DATA

CREDIT

  • 設計
    Atelier Satoshi Takijiri Architects
  • 担当者
    瀧尻賢
  • 施工
    符川工業
  • 撮影
    西岡潔

森をつくる これは、重度障害児のための放課後の発達支援プロジェクトである。人工呼吸器なしでは生きられない子供もいれば、車椅子なしで動けない子供もいる。 外の厳しい環境では肺炎や気管支炎になりやすい状態の為、建物内部での生活を余儀なくされる。そんな子供達に内部に居ながらも、まるで森のような空間を作りたいと考えた。 建物はかつて3階建ての銀行だった。このプロジェクトは1階に子供達の居場所を作る。建物は通りに面しており、隣には建物がないため、外から十分な自然光を得ることができた。 建物の構造フレームに注目した。鉄骨ラーメン構造で、空間の中央に1本の鉄骨柱が存在した。その柱を1本の木の幹と仮定し、木を作るように、幹(柱)と枝(アーチ)をその周りに配置した。その後、幹と枝を繋ぐと、これらの要素はシンプルだが多様な風景を持つ森のようになった。 車椅子の子供の目線が上に傾いているので、子供たちは一日中天井を見ているとクライアントが私に伝えてくれた。目線の先は柔らかな雰囲気で、常に何か発見できる天井の在り方を考えた。角が立つエッジを取り除き、より柔らかい天井とした。 丸みを帯びた木製パネルで作られた吊り天井を設置した。 幹と枝で緩やかに生まれたスペースの天井はそれぞれに色を与えた。 子供達は森を散策するかのように視覚で心地よいエリアを発見する。 日本には四季がある、それらは時間とともに変化し、自然は時に人々にとっても非常に厳しいものです。
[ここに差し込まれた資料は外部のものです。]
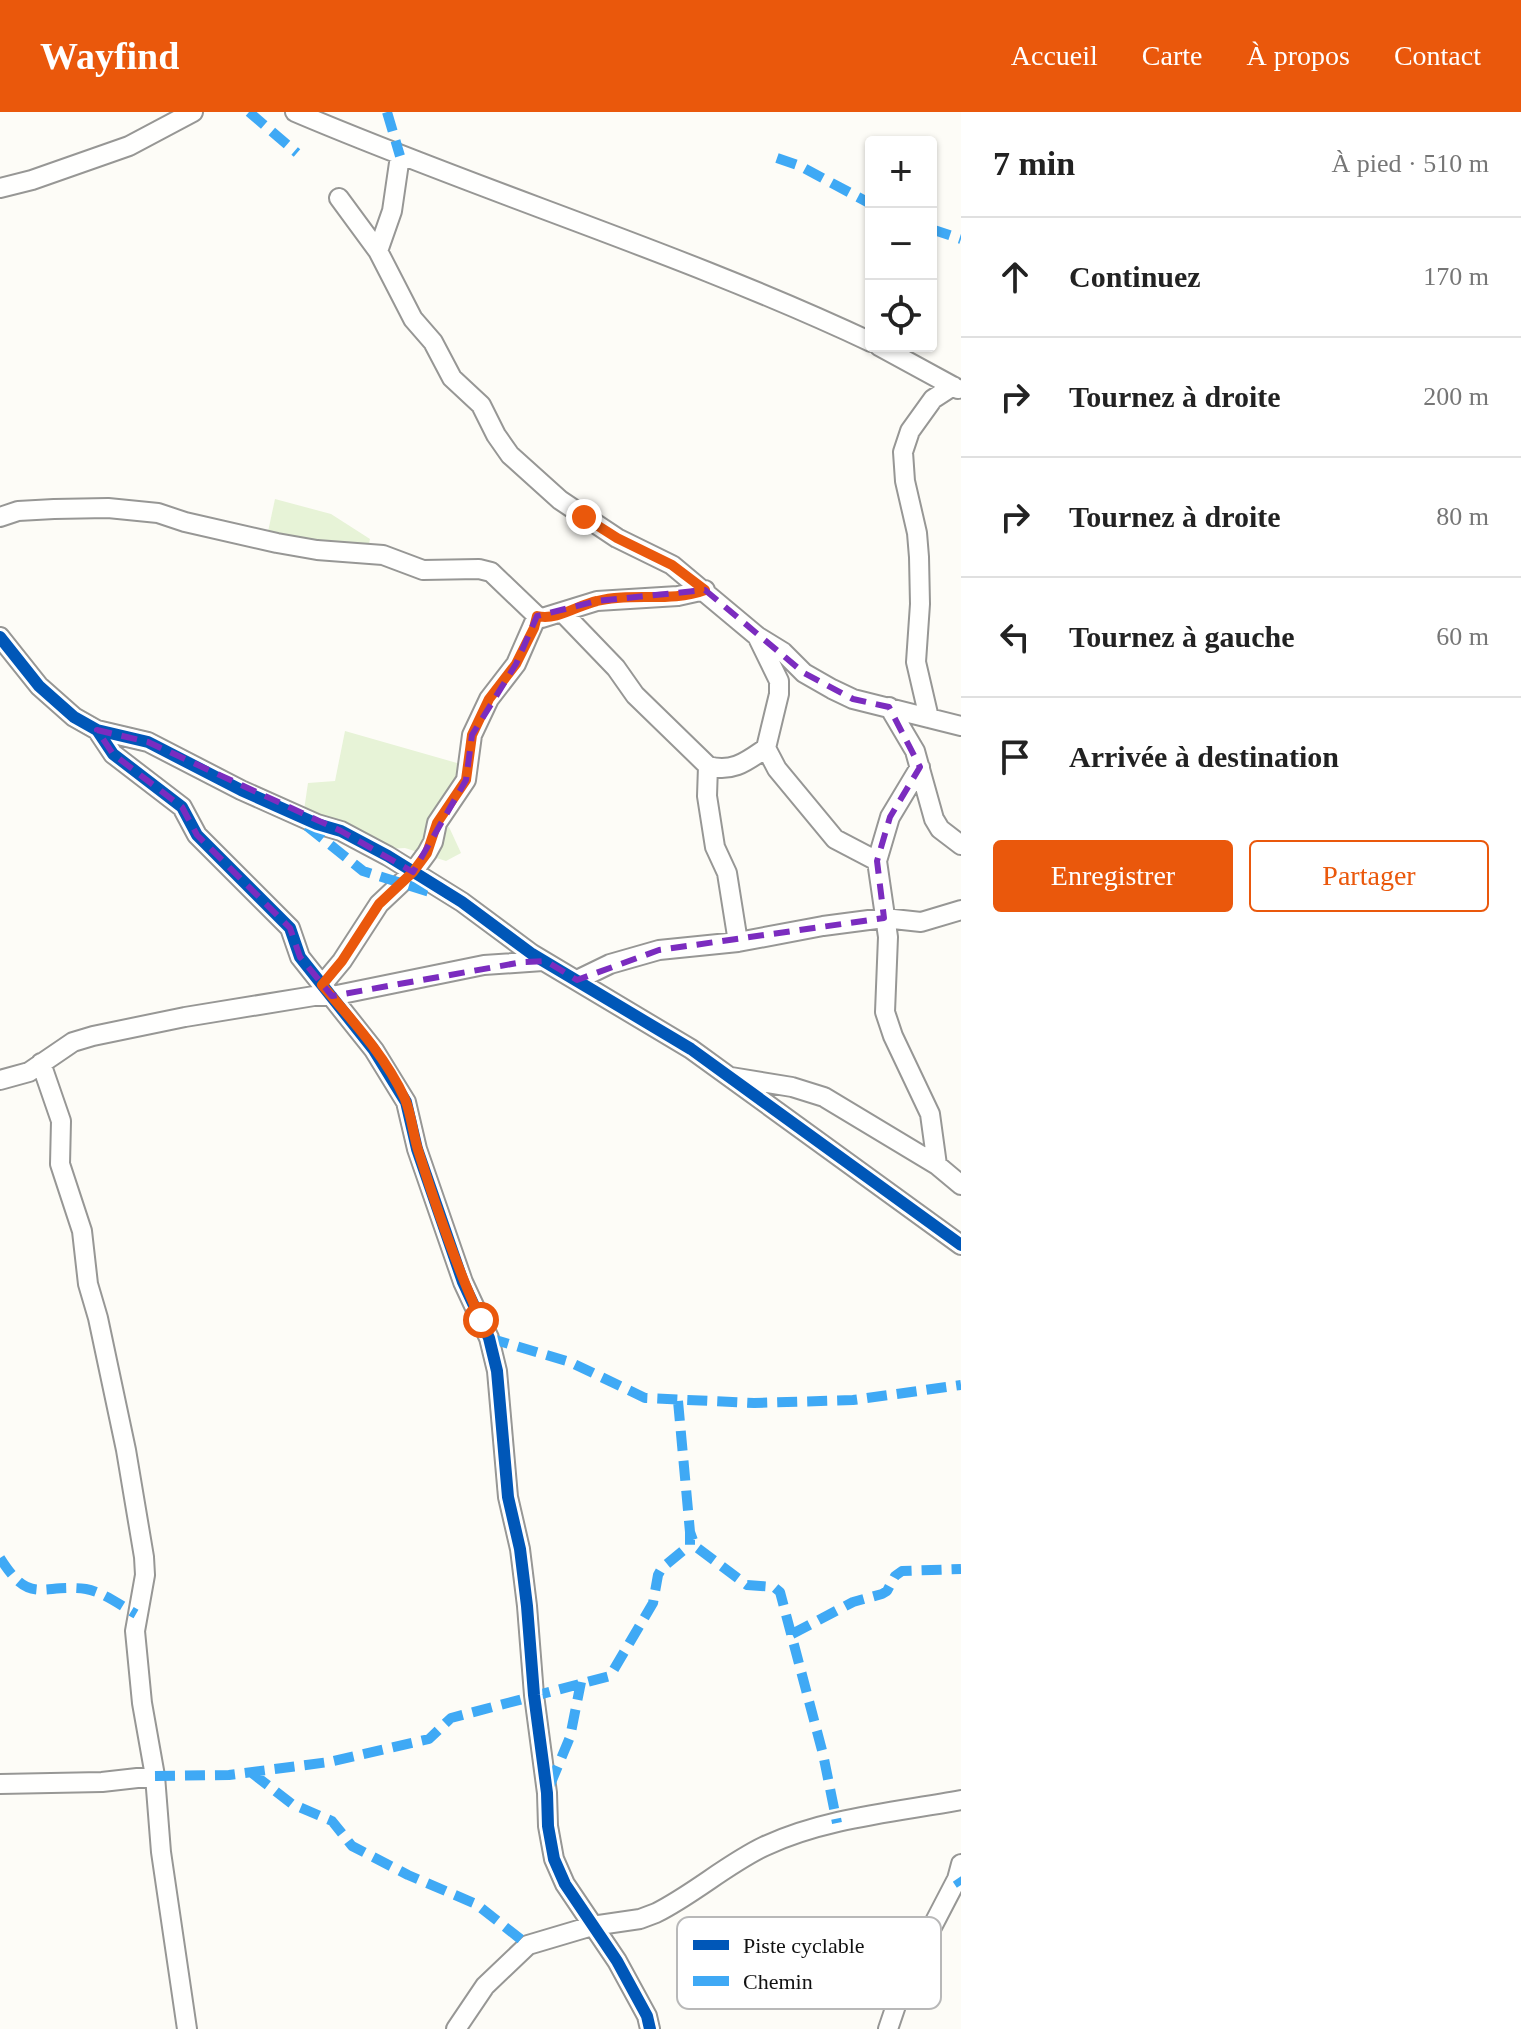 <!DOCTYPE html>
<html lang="fr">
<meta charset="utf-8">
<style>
:root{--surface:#fff;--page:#f2f2f2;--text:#222;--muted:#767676;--line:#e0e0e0;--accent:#ea580c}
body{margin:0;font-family:"Times New Roman",serif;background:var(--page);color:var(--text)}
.controls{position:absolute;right:24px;top:24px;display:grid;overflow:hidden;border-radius:8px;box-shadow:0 2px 6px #0004}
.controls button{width:72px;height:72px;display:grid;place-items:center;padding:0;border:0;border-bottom:2px solid var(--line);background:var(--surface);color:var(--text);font:40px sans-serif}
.stop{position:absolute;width:24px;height:24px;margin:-18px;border:6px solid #ea580c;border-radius:50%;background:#fff}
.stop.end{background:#ea580c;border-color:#fff;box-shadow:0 2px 8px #0008}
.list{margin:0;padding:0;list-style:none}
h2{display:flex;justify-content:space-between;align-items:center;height:104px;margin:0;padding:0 32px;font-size:34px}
h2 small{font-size:26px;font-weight:400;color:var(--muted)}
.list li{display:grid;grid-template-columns:52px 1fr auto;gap:24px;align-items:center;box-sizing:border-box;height:120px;padding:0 32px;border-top:2px solid var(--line)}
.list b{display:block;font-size:30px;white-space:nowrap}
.list em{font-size:26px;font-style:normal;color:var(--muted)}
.actions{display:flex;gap:16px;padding:24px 32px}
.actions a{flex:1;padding:18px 0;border:2px solid var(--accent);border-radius:8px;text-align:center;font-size:28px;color:var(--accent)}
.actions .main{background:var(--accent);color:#fff}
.icon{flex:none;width:44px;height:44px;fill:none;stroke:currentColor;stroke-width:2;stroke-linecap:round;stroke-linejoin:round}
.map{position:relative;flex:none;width:961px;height:1917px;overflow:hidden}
header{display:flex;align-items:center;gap:48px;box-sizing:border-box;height:112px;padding:0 40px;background:var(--accent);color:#fff}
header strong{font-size:38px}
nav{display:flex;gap:44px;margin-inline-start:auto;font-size:28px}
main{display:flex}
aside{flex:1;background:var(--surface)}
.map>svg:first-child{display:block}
.green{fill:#e7f3d7}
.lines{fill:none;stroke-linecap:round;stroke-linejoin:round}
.minor-casing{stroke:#979795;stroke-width:22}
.minor{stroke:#fffffe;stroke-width:18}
.quiet{stroke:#3fa9f5;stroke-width:10;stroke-dasharray:20 10;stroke-linecap:butt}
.cycleway-casing{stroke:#fff;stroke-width:17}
.cycleway{stroke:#0057b8;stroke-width:12}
.route{stroke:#ea580c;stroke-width:10}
.marked{fill:none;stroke:#7b2cbf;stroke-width:6;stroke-dasharray:16 10;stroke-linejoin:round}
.key{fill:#fff;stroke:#b8b8b8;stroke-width:2}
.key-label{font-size:22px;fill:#111}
</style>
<header>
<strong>Wayfind</strong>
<nav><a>Accueil</a><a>Carte</a><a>À propos</a><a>Contact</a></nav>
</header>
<main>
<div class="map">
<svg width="961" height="1917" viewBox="0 0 961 1917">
<rect width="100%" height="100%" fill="#fdfcf7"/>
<!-- green -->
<path class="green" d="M275 387 331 402 370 427 367 441 266 429Z
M345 619 464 653 434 714 449 715 461 741 446 749 405 736 387 737 303 705 308 671 335 669Z"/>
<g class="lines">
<defs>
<path id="minor" d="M295 0C485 81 684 142 871 230
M0 76 32 68 129 34 193 0
M339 86 378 139 413 207 433 230 452 266 481 293 496 323 510 343 560 388 617 426 672 453 757 524 783 540 804 561 832 577 853 587 961 614
M378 139 392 99 400 44
M879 234 958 277
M0 405 18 399 54 397 108 396 158 401 185 410 277 431 317 438 383 443 423 458 479 457 491 460 537 504 542 506 597 489 678 484 705 478
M563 501 616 556 635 583 708 654
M0 525 39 574 74 605 97 618 148 630 241 678 317 712 341 719 388 744 462 790 532 842 691 937 961 1133
M889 595 915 639 934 707 940 717 961 733
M929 606 916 550 920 492 919 445 917 421 905 369 903 340 910 319 933 287 953 274
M97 618 113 642 182 695 197 723 290 816 300 845 374 938 406 990 417 1037 463 1170 489 1226 497 1259 508 1385 520 1437 527 1494 534 1583 547 1681 548 1714 554 1747 565 1772 617 1849 647 1904 650 1917
M766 636 777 657 835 727 877 749 888 825 885 900 893 924 930 1002 937 1053
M877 749 890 705 920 655
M738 830 727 761 715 735 707 684 708 654C733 661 747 649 766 636L779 582V569L757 524
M577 868 610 852 659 838 738 830 823 814 884 806 921 810 961 798
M322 873 342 849 379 792 413 760 427 741 433 730 437 711 466 668 472 623 489 587 516 552 537 504
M41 951 61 1009 60 1052 82 1119 88 1172 98 1206 126 1338 144 1445 145 1463 135 1519 142 1591 155 1664 161 1740 187 1917
M731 965 792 975 824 985 937 1053 961 1073
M0 968 29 960 73 930 93 924 185 905 314 884H332L484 853 543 849
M0 1672 102 1670 155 1664
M456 1917 485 1874 528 1833 592 1814 640 1807 656 1801C694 1782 727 1752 765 1734 825 1706 896 1700 961 1688
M888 1917 905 1867 957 1767 961 1752"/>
</defs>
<!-- minor casing -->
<use href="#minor" class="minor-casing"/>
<!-- minor -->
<use href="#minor" class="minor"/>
<!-- quiet -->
<path class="quiet" d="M249 0 297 41
M387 0 400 44
M777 46 800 54 871 92
M931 117 961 127
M307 714 363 759 436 782
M489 1226 570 1250 645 1286 754 1291 853 1288 961 1273
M678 1289 690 1420 695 1434 747 1473 774 1475 780 1480 823 1642 837 1711
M0 1446C31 1495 40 1471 86 1477 103 1480 120 1493 136 1502
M792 1522 853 1490 882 1482 887 1479 895 1464 902 1459 961 1457
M252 1661 292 1692 332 1709 352 1734 408 1763 476 1792 528 1833
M155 1664 229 1663 329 1650 429 1627 451 1606 610 1564 653 1491 658 1463 662 1456 690 1433V1420
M550 1673 570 1625 581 1570
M957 1767 961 1773"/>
<defs>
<path id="cycleway" d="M0 525 39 574 74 605 97 618 148 630 241 678 317 712 341 719 388 744 462 790 532 842 691 937 961 1133
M97 618 113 642 182 695 197 723 290 816 300 845 374 938 406 990 417 1037 463 1170 489 1226 497 1259 508 1385 520 1437 527 1494 534 1583 547 1681 548 1714 554 1747 565 1772 617 1849 647 1904 650 1917"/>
</defs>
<!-- cycleway casing -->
<use href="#cycleway" class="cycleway-casing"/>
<!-- cycleway -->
<use href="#cycleway" class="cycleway"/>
</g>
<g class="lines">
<!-- route -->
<path class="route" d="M481 1208C456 1154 437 1098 419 1041 413 1024 412 1004 405 987 386 945 352 908 322 873L342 849 379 792 413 760 427 741 437 711 466 668 472 623 489 587 516 552 534 516 537 504C557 509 578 493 597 489 632 480 671 491 705 478L672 453 617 426 584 405"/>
</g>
<!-- marked area -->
<path class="marked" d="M705 478 804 561 853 587 889 595 920 655 890 705 877 749 884 806 659 838 577 868 546 849 523 850 332 884 300 845 290 816 197 723 182 695 113 642 97 618 148 630 341 719 413 760 466 668 472 623 516 552 537 504 597 489Z"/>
<!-- legend -->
<rect x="677" y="1805" width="264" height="92" rx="12" class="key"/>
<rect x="693" y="1828" width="36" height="10" fill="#0057b8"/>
<rect x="693" y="1864" width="36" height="10" fill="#3fa9f5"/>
<g class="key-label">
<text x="743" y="1841">Piste cyclable</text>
<text x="743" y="1877">Chemin</text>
</g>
</svg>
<div class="controls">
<button>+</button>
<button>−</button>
<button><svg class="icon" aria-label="locate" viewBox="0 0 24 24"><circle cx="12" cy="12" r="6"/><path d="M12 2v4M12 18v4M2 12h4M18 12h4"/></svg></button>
</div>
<div class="stop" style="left:481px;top:1208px"></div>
<div class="stop end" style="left:584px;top:405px"></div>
</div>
<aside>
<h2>7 min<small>À pied · 510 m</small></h2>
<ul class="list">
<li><svg class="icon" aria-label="ahead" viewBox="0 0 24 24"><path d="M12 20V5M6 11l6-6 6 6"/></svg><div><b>Continuez</b></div><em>170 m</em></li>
<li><svg class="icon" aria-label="right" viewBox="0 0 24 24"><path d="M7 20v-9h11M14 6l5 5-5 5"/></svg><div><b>Tournez à droite</b></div><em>200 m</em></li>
<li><svg class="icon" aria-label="right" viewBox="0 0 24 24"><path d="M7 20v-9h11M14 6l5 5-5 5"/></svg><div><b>Tournez à droite</b></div><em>80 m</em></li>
<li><svg class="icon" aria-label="left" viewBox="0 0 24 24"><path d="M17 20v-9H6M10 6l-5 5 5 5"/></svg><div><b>Tournez à gauche</b></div><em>60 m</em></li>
<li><svg class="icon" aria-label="arrive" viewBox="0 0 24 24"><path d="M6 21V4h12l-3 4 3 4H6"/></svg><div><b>Arrivée à destination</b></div></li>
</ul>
<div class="actions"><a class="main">Enregistrer</a><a>Partager</a></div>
</aside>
</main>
そこで、私は各スペースにカーテンを設置これらのカーテンには通常よりも多くのヒダを与え、さまざまな状況を処理するときにそれらを適応させる。丸みの帯びた天井に合わせカーテンもカーブを描くように取り付き、影も柔らかに床に落ちる。 外で自由に遊べない子供たちのために、この森のような空間をデザインした。自然と共に呼吸する感覚を感じてほしいと願っている。